#### Exercise brief:
Every line in the data must be transcribed exactly.

(Stored entries)
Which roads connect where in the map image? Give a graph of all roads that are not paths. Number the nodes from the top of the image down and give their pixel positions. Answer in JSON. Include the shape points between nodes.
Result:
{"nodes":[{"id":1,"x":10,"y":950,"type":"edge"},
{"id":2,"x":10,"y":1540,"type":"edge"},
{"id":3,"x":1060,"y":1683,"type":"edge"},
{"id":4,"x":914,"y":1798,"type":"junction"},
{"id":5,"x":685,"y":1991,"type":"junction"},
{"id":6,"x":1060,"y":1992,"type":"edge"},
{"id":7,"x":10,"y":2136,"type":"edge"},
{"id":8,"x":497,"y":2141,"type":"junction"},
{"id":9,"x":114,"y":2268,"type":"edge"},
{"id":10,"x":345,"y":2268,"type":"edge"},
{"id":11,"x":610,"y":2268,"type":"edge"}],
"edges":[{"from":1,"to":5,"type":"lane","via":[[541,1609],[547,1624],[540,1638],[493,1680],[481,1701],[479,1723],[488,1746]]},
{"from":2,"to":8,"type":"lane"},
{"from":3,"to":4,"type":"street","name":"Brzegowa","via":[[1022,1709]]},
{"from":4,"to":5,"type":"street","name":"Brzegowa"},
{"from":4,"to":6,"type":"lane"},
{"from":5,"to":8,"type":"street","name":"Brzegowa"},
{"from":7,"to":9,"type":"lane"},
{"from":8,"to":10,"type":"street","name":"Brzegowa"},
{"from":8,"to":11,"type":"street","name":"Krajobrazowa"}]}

#### Task answer:
Which roads connect where in the map image? Give a graph of all roads that are not paths. Number the nodes from the top of the image down and give their pixel positions. Answer in JSON. Include the shape points between nodes.
Result:
{"nodes":[{"id":1,"x":10,"y":950,"type":"edge"},
{"id":2,"x":10,"y":1540,"type":"edge"},
{"id":3,"x":1060,"y":1683,"type":"edge"},
{"id":4,"x":914,"y":1798,"type":"junction"},
{"id":5,"x":685,"y":1991,"type":"junction"},
{"id":6,"x":1060,"y":1992,"type":"edge"},
{"id":7,"x":10,"y":2136,"type":"edge"},
{"id":8,"x":497,"y":2141,"type":"junction"},
{"id":9,"x":114,"y":2268,"type":"edge"},
{"id":10,"x":345,"y":2268,"type":"edge"},
{"id":11,"x":610,"y":2268,"type":"edge"}],
"edges":[{"from":1,"to":5,"type":"lane","via":[[541,1609],[547,1624],[540,1638],[493,1680],[481,1701],[479,1723],[488,1746]]},
{"from":2,"to":8,"type":"lane"},
{"from":3,"to":4,"type":"street","name":"Brzegowa","via":[[1022,1709]]},
{"from":4,"to":5,"type":"street","name":"Brzegowa"},
{"from":4,"to":6,"type":"lane"},
{"from":5,"to":8,"type":"street","name":"Brzegowa"},
{"from":7,"to":9,"type":"lane"},
{"from":8,"to":10,"type":"street","name":"Brzegowa"},
{"from":8,"to":11,"type":"street","name":"Krajobrazowa"}]}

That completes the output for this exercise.